07/03/2018 | Portal do PSDB na Câmara

Otavio Leite destaca impacto positivo do visto eletrônico

Por Ana Maria Mejia

O deputado Otavio Leite (RJ) celebrou o sucesso da concessão do visto eletrônico para norte-americanos entrarem no Brasil. Há duas décadas o tucano vinha defendendo a oferta dessa instrumento, que facilita e agiliza o processo. “Fico muito feliz ao ver que essa matéria já pode contribuir para o desenvolvimento do Brasil e para geração de emprego e renda”, ressaltou.

O perfil do tucano no Twitter destaca nota publicada na coluna de Ancelmo Gois, no jornal “O Globo”, ressaltando os bons resultados. “De 1º a 22 de fevereiro foram emitidas 14.282 autorizações. Isto é 80% a mais do que foi feito no mesmo período de 2017″, diz o texto. “Meu empenho nessa modernização não foi em vão. Turismo gera empresa e riqueza para nosso país. Só temos a ganhar!”, escreveu Otavio Leite.

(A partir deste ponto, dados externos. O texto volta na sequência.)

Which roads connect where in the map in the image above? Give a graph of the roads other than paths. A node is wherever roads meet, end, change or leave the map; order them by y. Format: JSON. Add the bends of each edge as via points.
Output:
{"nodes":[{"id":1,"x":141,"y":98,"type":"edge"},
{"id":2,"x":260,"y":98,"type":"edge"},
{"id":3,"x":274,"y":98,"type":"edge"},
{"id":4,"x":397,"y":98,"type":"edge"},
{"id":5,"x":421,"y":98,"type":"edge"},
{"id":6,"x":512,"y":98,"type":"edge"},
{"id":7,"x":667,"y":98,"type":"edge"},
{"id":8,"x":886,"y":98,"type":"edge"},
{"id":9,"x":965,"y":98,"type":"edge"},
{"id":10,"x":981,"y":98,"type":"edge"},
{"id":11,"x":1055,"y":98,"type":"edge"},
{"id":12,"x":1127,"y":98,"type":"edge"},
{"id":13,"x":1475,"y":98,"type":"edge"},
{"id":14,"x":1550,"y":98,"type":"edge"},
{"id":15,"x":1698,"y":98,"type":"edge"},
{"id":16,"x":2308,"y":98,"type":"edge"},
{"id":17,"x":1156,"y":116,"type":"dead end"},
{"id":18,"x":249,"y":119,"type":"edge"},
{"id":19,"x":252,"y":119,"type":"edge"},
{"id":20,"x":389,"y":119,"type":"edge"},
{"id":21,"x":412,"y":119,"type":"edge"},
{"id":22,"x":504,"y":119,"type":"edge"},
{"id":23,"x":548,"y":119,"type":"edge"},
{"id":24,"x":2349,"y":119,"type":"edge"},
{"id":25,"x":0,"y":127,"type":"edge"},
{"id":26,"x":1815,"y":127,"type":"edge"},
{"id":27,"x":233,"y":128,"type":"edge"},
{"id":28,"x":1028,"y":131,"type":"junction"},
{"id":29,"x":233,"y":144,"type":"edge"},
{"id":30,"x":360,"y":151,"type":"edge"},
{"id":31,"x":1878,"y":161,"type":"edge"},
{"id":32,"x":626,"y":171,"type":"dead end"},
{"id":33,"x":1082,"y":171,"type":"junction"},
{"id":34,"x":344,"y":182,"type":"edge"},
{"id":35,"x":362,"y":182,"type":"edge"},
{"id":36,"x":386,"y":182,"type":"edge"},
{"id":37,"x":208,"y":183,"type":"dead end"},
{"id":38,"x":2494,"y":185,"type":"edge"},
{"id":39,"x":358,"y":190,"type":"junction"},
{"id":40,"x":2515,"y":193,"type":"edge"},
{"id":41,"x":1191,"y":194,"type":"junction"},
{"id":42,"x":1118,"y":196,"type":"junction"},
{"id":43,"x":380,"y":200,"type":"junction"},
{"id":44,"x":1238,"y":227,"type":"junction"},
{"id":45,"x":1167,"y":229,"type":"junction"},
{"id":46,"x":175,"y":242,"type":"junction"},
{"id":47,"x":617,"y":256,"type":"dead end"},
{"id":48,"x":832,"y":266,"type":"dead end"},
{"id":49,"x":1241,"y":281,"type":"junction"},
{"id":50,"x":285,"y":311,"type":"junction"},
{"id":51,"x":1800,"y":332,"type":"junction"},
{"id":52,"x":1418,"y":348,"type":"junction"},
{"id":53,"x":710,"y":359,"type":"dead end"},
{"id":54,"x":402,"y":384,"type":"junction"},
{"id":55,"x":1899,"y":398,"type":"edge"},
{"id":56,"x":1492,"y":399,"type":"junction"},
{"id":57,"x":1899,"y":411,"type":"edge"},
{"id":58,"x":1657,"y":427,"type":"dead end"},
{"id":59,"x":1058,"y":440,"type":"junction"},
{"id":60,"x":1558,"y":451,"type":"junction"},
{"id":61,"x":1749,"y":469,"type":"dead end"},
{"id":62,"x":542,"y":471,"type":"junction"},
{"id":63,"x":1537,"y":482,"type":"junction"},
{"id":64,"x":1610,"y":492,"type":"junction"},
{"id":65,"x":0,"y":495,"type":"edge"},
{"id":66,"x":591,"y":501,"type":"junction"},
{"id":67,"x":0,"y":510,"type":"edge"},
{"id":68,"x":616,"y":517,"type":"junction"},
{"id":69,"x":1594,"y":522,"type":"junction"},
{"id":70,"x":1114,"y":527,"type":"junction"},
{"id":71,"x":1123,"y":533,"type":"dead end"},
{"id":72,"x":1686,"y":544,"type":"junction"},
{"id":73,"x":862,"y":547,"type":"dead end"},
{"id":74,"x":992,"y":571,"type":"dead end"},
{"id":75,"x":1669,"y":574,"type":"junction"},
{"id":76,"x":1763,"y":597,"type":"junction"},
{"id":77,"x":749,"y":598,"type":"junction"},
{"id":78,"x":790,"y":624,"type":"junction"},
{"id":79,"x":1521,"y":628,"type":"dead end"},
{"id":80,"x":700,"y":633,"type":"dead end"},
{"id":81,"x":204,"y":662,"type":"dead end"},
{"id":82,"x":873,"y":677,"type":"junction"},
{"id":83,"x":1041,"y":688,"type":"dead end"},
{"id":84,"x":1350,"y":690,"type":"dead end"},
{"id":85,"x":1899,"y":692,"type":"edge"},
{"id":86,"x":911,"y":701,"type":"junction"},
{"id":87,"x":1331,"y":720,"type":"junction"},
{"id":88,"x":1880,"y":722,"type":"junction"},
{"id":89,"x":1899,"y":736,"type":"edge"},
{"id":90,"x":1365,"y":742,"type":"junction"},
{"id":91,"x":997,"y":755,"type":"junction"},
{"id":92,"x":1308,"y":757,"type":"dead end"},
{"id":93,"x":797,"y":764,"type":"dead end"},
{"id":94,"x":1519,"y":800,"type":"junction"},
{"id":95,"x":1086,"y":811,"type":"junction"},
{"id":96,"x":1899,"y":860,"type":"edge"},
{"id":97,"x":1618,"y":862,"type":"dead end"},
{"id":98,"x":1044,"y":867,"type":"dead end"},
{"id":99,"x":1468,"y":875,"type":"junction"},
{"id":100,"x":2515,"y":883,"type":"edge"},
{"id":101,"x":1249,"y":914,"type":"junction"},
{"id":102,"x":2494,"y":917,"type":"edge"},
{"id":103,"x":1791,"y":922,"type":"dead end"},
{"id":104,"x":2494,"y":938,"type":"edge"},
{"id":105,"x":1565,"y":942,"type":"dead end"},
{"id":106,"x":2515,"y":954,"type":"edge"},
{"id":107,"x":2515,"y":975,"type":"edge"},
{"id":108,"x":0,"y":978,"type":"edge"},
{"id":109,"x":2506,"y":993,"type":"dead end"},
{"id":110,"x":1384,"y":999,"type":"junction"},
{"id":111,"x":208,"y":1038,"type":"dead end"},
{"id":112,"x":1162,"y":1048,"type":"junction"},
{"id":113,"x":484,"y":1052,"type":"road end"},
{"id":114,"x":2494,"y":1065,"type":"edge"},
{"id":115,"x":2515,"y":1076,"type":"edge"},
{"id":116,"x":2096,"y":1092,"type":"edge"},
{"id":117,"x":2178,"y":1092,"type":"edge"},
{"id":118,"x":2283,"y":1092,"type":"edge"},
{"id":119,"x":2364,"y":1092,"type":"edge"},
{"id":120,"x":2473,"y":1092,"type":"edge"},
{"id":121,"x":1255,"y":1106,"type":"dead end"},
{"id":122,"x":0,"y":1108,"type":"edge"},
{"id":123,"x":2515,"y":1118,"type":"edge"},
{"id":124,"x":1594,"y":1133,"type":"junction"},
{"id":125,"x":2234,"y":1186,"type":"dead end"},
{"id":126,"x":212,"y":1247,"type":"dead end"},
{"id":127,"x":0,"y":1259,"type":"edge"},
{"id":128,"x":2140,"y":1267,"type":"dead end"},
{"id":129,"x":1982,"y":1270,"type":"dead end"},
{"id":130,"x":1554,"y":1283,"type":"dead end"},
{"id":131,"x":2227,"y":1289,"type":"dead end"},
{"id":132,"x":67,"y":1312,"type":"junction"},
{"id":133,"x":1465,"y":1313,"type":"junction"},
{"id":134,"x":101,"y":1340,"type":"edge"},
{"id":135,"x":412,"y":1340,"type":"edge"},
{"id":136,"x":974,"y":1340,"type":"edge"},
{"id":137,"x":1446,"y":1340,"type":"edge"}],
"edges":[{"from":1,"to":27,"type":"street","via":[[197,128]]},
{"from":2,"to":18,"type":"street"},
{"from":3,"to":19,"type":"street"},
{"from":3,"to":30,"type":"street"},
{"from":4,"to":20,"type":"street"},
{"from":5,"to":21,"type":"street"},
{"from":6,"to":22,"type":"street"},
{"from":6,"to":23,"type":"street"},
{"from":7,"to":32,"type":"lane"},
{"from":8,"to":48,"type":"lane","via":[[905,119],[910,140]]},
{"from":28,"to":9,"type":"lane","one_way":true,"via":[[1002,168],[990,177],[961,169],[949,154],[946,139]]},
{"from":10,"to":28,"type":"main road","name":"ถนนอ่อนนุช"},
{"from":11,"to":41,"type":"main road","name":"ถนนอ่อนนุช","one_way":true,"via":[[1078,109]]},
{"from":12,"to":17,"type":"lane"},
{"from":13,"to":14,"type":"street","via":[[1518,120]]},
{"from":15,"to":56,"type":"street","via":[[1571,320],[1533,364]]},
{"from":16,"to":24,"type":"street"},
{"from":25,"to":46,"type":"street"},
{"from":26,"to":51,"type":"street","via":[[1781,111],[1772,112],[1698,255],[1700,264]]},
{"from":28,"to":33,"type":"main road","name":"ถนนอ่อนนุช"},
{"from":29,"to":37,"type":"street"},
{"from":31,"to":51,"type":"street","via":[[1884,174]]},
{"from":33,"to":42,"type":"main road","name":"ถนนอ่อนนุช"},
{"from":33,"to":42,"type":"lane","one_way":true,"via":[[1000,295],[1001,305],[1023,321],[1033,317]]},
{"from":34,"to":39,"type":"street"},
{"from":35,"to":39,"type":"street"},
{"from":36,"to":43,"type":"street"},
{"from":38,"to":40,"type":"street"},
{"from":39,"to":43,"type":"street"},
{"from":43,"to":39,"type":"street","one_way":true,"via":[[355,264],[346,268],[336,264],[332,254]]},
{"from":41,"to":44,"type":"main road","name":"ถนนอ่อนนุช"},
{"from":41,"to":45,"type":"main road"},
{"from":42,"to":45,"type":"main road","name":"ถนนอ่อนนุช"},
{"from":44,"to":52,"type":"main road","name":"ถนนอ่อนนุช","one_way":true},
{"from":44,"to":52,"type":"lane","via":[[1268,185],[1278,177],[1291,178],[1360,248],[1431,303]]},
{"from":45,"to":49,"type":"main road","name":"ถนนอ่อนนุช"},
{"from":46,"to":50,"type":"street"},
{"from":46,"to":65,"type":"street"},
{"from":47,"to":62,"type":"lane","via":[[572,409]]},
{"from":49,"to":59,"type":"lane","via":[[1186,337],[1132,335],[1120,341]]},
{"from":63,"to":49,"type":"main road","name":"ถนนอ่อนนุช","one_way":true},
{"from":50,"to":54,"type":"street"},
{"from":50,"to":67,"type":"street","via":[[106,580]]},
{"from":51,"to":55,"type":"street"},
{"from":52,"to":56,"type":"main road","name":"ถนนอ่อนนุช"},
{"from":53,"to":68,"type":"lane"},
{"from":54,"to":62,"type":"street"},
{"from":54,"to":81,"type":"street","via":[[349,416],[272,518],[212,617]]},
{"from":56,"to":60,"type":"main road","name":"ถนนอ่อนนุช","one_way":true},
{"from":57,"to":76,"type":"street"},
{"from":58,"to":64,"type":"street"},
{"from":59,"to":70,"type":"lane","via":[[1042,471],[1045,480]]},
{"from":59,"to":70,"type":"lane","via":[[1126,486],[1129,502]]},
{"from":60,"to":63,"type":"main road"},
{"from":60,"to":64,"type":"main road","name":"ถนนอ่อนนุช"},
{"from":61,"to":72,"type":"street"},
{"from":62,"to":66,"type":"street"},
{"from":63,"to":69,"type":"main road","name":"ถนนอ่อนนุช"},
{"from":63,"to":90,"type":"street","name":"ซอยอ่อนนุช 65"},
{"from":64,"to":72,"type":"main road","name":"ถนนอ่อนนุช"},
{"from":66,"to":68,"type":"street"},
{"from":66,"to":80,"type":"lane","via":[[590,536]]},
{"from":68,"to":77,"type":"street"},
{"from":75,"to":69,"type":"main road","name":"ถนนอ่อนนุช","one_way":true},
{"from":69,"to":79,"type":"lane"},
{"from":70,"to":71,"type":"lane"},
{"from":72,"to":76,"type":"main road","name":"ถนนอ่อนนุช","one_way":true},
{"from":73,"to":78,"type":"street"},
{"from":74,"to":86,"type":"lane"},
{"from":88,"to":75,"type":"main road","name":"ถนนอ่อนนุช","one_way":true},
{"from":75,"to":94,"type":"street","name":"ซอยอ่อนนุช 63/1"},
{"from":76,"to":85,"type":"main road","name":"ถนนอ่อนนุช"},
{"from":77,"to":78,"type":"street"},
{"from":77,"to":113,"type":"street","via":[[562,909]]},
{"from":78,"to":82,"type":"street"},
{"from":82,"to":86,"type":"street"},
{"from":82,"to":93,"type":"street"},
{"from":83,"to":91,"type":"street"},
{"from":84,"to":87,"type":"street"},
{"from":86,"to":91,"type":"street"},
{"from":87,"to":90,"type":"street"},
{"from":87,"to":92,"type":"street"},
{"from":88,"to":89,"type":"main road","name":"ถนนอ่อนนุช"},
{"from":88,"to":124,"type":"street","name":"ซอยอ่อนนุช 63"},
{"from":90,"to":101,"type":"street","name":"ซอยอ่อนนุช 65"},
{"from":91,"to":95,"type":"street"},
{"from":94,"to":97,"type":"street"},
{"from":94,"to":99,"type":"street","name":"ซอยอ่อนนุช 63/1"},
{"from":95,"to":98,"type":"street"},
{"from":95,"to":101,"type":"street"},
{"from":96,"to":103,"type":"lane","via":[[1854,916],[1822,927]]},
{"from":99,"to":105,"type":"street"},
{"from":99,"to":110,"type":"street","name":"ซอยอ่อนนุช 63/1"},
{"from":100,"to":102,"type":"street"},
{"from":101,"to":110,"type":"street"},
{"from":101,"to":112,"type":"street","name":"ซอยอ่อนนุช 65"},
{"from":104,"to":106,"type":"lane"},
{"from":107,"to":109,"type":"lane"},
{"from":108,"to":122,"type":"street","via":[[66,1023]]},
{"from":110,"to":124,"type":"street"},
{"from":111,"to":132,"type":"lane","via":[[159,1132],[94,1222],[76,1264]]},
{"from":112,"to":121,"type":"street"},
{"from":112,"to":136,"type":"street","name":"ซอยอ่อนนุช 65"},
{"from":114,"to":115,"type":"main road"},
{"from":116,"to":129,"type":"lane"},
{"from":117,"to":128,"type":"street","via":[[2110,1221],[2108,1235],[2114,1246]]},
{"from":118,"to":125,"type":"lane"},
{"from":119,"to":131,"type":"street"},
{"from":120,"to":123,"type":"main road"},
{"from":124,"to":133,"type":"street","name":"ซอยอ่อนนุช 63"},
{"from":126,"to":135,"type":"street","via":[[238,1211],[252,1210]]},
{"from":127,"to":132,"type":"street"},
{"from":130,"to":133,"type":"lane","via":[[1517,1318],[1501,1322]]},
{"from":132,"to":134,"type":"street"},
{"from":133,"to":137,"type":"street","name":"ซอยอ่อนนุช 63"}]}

O tucano lembrou que 54 milhões de americanos viajam anualmente. Apenas 1% tem o Brasil como destino. “Isso por conta muitas vezes da burocracia na autorização para vir ao Brasil. Agora não. De forma online, eles podem de qualquer ponto do país, acessar o portal e obter a autorização para viajarem pra cá”, afirmou.

Anualmente 1,5 milhão de brasileiros têm os Estados Unidos como destino – de férias ou serviço. No sentido contrário, apenas em torno de 600 mil.

Para Otavio Leite, é muito pouco diante da quantidade e qualidade de ofertas em território brasileiro. O parlamentar ressalta o turismo como fonte criadora de emprego e renda. “Quanto mais pessoas chegarem, mais consumo, seja no táxi, comércio, hotéis, restaurantes, hotéis, shoppings – significa mais dinheiro que entra na economia brasileira”, ressaltou.

O visto eletrônico já pode ser acessado também pode cidadãos do Canadá, Austrália e Japão. O custo é de US$ 40, cerca de R$ 130. Diferentemente do visto comum, que tem validade de até cinco anos, o e-Visa tem validade máxima de dois anos e não exclui a possibilidade de o interessado solicitar visto da forma tradicional, por meio da rede consular brasileira.